# Raw data
*** Block opens ***
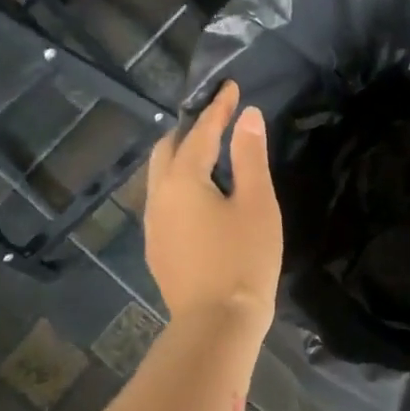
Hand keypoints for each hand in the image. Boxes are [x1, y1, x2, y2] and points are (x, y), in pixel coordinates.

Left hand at [144, 80, 281, 336]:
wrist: (217, 323)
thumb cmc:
*** Block closes ***
# Task description
When repeating the material above, keep every line exact and drop all pictures.

# Exercise result
Hand keypoints for each hand in the image. Boxes are [x1, y1, x2, y2] and points are (x, y), in pixel coordinates.

Left hand at [144, 80, 281, 336]:
wrist: (217, 323)
thumb cmc:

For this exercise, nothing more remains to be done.